Lake Winnipeg fish species in 'grave peril' due to mismanagement, wildlife group says

Some Lake Winnipeg fish species are on the brink of extinction due to "decades of mismanagement" of the commercial fishing industry, says the Manitoba Wildlife Federation.

State of fishery not only detrimental to fish species but jobs and economy: wildlife federation

The province's quota system encourages intense fishing pressure on whichever species is most in demand at the moment, which has meant a heavier focus on walleye for many decades due to market prices, said the MWF. (CBC)

Some Lake Winnipeg fish species are on the brink of extinction due to "decades of mismanagement" of the commercial fishing industry, says the Manitoba Wildlife Federation.

"The issue of declining fish stocks in Lake Winnipeg is a direct result of commercial fishing policies that are not based on science," said Brian Kotak, managing director of the wildlife federation.

"The harvest levels are unsustainable."

Commercial fishers are allowed to catch a quota of any of the three main species — walleye, sauger and lake whitefish.

That system encourages intense fishing pressure on whichever species is most in demand, which has meant a heavier focus on walleye for many decades due to market prices, said the federation.

"The commercial catches of walleye from 2000 to 2010 reached record levels of over five million kilograms but were based on a house of cards — one strong year class in 2001, which could not last," said Scott Forbes, an ecologist at the University of Winnipeg.

"Once the 2001 walleye had aged out of the fishery, catches began to decline sharply, starting in 2012, and have fallen to under three million kilograms today."

The current state of the fishery is not only detrimental to the fish species, it does not bode well for the jobs that rely on it, nor the provincial economy, the MWF said. (Manitoba Wildlife Federation)

Smaller, immature walleye now make up half of the walleye catch by commercial fishers, the wildlife federation says. That means the losses are actually much greater when you take into account that many of them haven't had any offspring.

"About two-thirds of those medium-sized walleye that are still being harvested have not had a chance to spawn even once," said Forbes.

"Worse still is the harvest of baby walleye in small-mesh nets typically used to catch perch. Lake Winnipeg has lost most of its spawning walleye — the medium, large and jumbo-sized fish — and we are now propping up the fishery by taking baby walleye."

In 2017, three-quarters of the fish harvested were immature, the wildlife federation said.

"This practice is unsustainable and places the future of the fishery in grave peril," it said in a news release.
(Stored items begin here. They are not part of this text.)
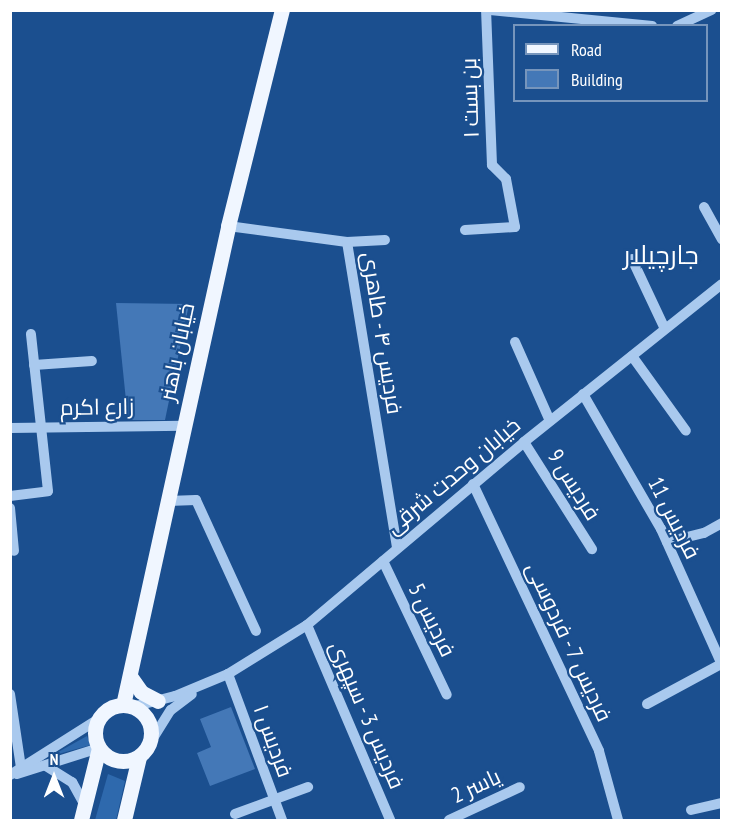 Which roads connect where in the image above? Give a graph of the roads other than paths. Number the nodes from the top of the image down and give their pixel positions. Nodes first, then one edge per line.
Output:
1 (282, 10) edge
2 (488, 10) edge
3 (712, 10) edge
4 (632, 24) edge
5 (681, 24) edge
6 (704, 207) dead end
7 (228, 226) junction
8 (465, 230) dead end
9 (722, 239) edge
10 (385, 240) dead end
11 (347, 242) junction
12 (632, 259) dead end
13 (722, 284) edge
14 (665, 329) junction
15 (31, 334) dead end
16 (515, 342) dead end
17 (632, 356) junction
18 (92, 361) dead end
19 (34, 365) junction
20 (584, 394) junction
21 (550, 421) junction
22 (184, 426) junction
23 (10, 428) edge
24 (40, 428) junction
25 (686, 431) dead end
26 (524, 441) junction
27 (472, 484) junction
28 (10, 496) edge
29 (168, 501) junction
30 (10, 508) edge
31 (722, 523) edge
32 (667, 542) junction
33 (397, 548) junction
34 (592, 549) dead end
35 (14, 551) dead end
36 (382, 561) junction
37 (307, 625) junction
38 (256, 632) dead end
39 (721, 664) edge
40 (228, 674) junction
41 (130, 676) junction
42 (202, 686) junction
43 (10, 694) edge
44 (447, 695) dead end
45 (158, 701) junction
46 (646, 704) dead end
47 (128, 706) junction
48 (100, 718) junction
49 (150, 743) junction
50 (99, 748) junction
51 (139, 757) junction
52 (46, 766) junction
53 (21, 768) junction
54 (10, 776) edge
55 (308, 787) dead end
56 (520, 788) dead end
57 (274, 799) junction
58 (722, 803) edge
59 (84, 805) junction
60 (691, 810) dead end
61 (235, 814) dead end
62 (81, 820) edge
63 (124, 820) edge
64 (282, 820) edge
65 (390, 820) edge
66 (449, 820) edge
67 (618, 820) edge

1 - 7 main road, خیابان باهنر
2 - 4 street
2 - 8 street, بن بست ۱
3 - 5 street
6 - 9 street
7 - 11 street, فردیس ۴ - طاهری
7 - 22 main road, خیابان باهنر
10 - 11 street
11 - 33 street, فردیس ۴ - طاهری
12 - 14 street
13 - 14 street, خیابان وحدت شرقی
14 - 17 street, خیابان وحدت شرقی
15 - 19 street
16 - 21 street
17 - 20 street, خیابان وحدت شرقی
17 - 25 street
18 - 19 street
19 - 24 street
20 - 21 street, خیابان وحدت شرقی
20 - 32 street, فردیس 11
21 - 26 street, خیابان وحدت شرقی
22 - 24 street, زارع اکرم
22 - 29 main road, خیابان باهنر
23 - 24 street, زارع اکرم
24 - 28 street
26 - 27 street, خیابان وحدت شرقی
26 - 34 street, فردیس 9
27 - 33 street, خیابان وحدت شرقی
27 - 67 street, فردیس 7 - فردوسی
29 - 38 street
29 - 41 main road, خیابان باهنر
30 - 35 street
31 - 32 street
32 - 39 street, فردیس 11
33 - 36 street, خیابان وحدت شرقی
36 - 37 street, خیابان وحدت شرقی
36 - 44 street, فردیس 5
37 - 40 street, خیابان وحدت شرقی
37 - 65 street, فردیس 3 - سپهری
39 - 46 street
40 - 42 street, خیابان وحدت شرقی
40 - 57 street, فردیس ۱
41 - 45 main road
41 - 47 main road, خیابان باهنر
42 - 45 street
42 - 49 street
43 - 53 street
45 - 47 street
47 - 48 main road
47 - 49 main road
48 - 50 main road
48 - 53 street
49 - 51 main road
50 - 51 main road
50 - 52 street
50 - 59 main road
51 - 63 main road
52 - 54 street
52 - 59 street
53 - 54 street
55 - 57 street
56 - 66 street, یاسر 2
57 - 61 street
57 - 64 street, فردیس ۱
58 - 60 street
59 - 62 main road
"The future for sauger, which for many years made up a significant percentage of the commercial harvest, is even more bleak. The sauger catch has declined more than 96 per cent from its peak in the first half of the 20th century and today faces possible extirpation from the lake."

The federation says the data comes from Manitoba Sustainable Development annual reports, as well as reports from the Lake Winnipeg Quota Task Force Review.

The current state of the fishery is not only detrimental to the fish species, it does not bode well for the jobs that rely on it, nor the provincial economy, the MWF said.

Sustainable Development Minister Rochelle Squires says the province takes the sustainability of Lake Winnipeg and its fisheries very seriously and has already taken steps to protect mature walleye populations, including setting new limits on net mesh sizes which were brought in during the 2017 season.

The province also conducted a voluntary quota buyback through the Fish and Wildlife Enhancement Fund, Squires said.

"We do believe that the sustainability of our fisheries and of our fish stock is paramount in this province, but it's very important that we listen to all the voices which include commercial fishers.

From Sept. 1 to Oct. 13, the department conducted a study of fish populations in the lake and found that the walleye population was down 15 per cent compared to last year, but whitefish and sauger were up 15 and 10 per cent, respectively.

"We just need to have a long-term data set that we can all agree on in order to make effective decisions that will protect the sustainability of our fishery," Squires said.

The Lake Winnipeg Fishery Co-Management Board and departmental staff are working on enhancing data collection to better monitor the health of the fishery, she said.

Still time to make it better: ecologist

The federation and its partners recently commissioned a study, conducted by Probe Research, on the economic impact of the recreational fishery for walleye on Lake Winnipeg.

The results found that over the past two years, there was $221 million in direct spending by anglers, adding $102 million to the province's GDP.

There was also $44 million in wages supporting more than 1,500 jobs and contributing $52 million in taxes.

"That's for one species and one lake," the wildlife federation said.

Forbes believes things can be turned around if the quota system is scrapped in favour of "a flexible, science-based system where harvest levels depend on the state of the fishery."

"There would be plenty of fish for everyone, with proper management in place," he said.

The Manitoba Wildlife Federation and its partners are holding a rally at noon on Tuesday, on the Manitoba Legislature grounds, to draw attention to their concerns.